Attack the hip to sound hipper. Point to the fact that someone is supporting the wrong charity, or how they have somehow failed to be as totally inclusive in their philanthropy as you have been. It’s interesting how this kind of bullying somehow slips under the radar, and it’s often written in a rhetorical way that invites no dialogue. It is the province of the snob, and increasingly seems to be the remit of the uncharitable or deceptively helpful critic, who just wants to help you out of your ignorance, you poor cultural hayseed.
This failure of critical writing plagues a lot of magazines and journals, and does little to endear a reader to a viewpoint they may not share. Why would someone sneering at you be at all seductive? Adverts that employ a similar tack, where they choose to focus on the failings of the competitor’s products rather than talking about the benefits of their own products fall into the same trap.
If Clinton hadn’t sneered about Trump and by extension his supporters, might she have stood a better chance of not alienating them, and perhaps of been able to persuade them of the rightness of her own campaign? Maybe not – in a lot of areas they seemed as diametrically opposed as the strictures of their chosen parties demand. But denigrating people is hardly a great tactic to win over hearts and minds.
It is essential for critics to have an opinion – most of their readers look to them for guidelines on how to formulate their own approach to a piece of work, but pulling apart, for instance, Dylan, in order to trot out the more “authentic” artists that you like, and which demonstrate your own cultural savvy is a callow practice that does little to elevate anyone involved in the equation.

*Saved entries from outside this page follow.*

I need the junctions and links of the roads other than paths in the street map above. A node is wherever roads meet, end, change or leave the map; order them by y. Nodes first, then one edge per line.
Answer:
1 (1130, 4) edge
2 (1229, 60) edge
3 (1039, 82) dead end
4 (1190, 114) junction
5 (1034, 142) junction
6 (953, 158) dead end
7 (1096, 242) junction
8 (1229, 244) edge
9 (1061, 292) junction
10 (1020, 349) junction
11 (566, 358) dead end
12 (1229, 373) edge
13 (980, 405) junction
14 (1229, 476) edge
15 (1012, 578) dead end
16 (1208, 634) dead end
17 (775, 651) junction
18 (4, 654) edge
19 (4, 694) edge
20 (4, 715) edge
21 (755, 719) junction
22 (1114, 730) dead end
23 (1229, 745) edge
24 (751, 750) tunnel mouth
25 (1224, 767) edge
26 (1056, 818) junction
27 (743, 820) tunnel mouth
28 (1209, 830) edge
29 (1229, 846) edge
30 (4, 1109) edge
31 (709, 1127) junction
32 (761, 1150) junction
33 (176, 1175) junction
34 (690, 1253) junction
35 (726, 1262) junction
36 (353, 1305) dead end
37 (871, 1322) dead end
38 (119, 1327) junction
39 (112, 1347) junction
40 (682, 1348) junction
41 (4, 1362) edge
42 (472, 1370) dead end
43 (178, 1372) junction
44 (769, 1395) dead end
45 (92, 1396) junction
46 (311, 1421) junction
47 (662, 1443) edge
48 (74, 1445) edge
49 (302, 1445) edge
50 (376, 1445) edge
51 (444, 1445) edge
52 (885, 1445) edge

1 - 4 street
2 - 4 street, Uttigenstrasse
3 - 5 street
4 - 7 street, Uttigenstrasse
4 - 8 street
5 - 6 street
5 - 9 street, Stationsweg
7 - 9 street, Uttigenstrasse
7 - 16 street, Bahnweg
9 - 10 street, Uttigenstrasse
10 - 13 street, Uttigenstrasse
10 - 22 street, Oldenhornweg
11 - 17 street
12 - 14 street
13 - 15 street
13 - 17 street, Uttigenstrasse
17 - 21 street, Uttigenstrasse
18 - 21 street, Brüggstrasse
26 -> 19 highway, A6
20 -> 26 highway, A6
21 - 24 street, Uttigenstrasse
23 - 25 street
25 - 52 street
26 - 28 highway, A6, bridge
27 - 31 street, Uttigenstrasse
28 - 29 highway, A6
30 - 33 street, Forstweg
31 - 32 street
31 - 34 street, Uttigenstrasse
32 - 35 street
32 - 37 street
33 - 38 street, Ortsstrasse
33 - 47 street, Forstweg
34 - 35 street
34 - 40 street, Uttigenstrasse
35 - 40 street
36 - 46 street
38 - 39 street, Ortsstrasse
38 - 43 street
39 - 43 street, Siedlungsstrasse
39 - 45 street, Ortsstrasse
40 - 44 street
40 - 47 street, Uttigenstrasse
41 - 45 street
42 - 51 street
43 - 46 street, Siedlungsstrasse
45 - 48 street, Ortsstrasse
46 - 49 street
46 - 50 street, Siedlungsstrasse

Best Ofs in a way are doing a similar thing, but their whole angle is to accentuate the positive, and talk about what they liked. If you feel someone or something is superior to another person or thing, why not just write about the thing you like? Sure, in some essential way this may be missing the point of being a critic – to be critical. The thing is, constructive criticism is all well and good, but finding out how ill conceived your admiration for someone is, and how stupid you are, and how uncool you really are … it doesn’t feel good, and its not true. The person you are reading is picking a fight just to say something controversial and mistaking it for interesting half the time. It’s a dead end. It’s misguided.
Mos Def’s song Rock And Roll juxtaposes white musicians with black musicians against them and tries to claim that all the white musicians are copyists with no soul. So, The Rolling Stones are trumped by Nina Simone; Elvis Presley gets beat out by Chuck Berry. The whole idea being that they’re guilty of cultural appropriation and therefore inauthentic. It’s true that groups like Led Zeppelin owed a big debt to people like Willie Dixon, and sure The Rolling Stones listened to a lot of Blues records, but it is not as if they don’t make it their own and add something new into the mix. Bowie was called a chameleon at points and lines of influence can be traced between him and Lou Reed, Iggy, Marc Bolan; dig back further and John Webster was called a ‘thieving inveterate magpie’, and Shakespeare interpolated older stories through his plays. You are on shaky ground when you start batting the notion of authenticity around, and hipness is on a sliding scale too.
Self proclaimed hipsters are rarely hip, and your claim for cool eradicates your coolness – too full of yourself. Sometimes you should just focus on what you have to offer or what you like in something – it makes for positive advertising, and creates a better message. As a critic most readers want to know how cool a product is, not how cool you are. All viewpoints are relative, and the disclaimer that should be attached to any piece of writing not solely fact based that says it is the opinion of the writer only.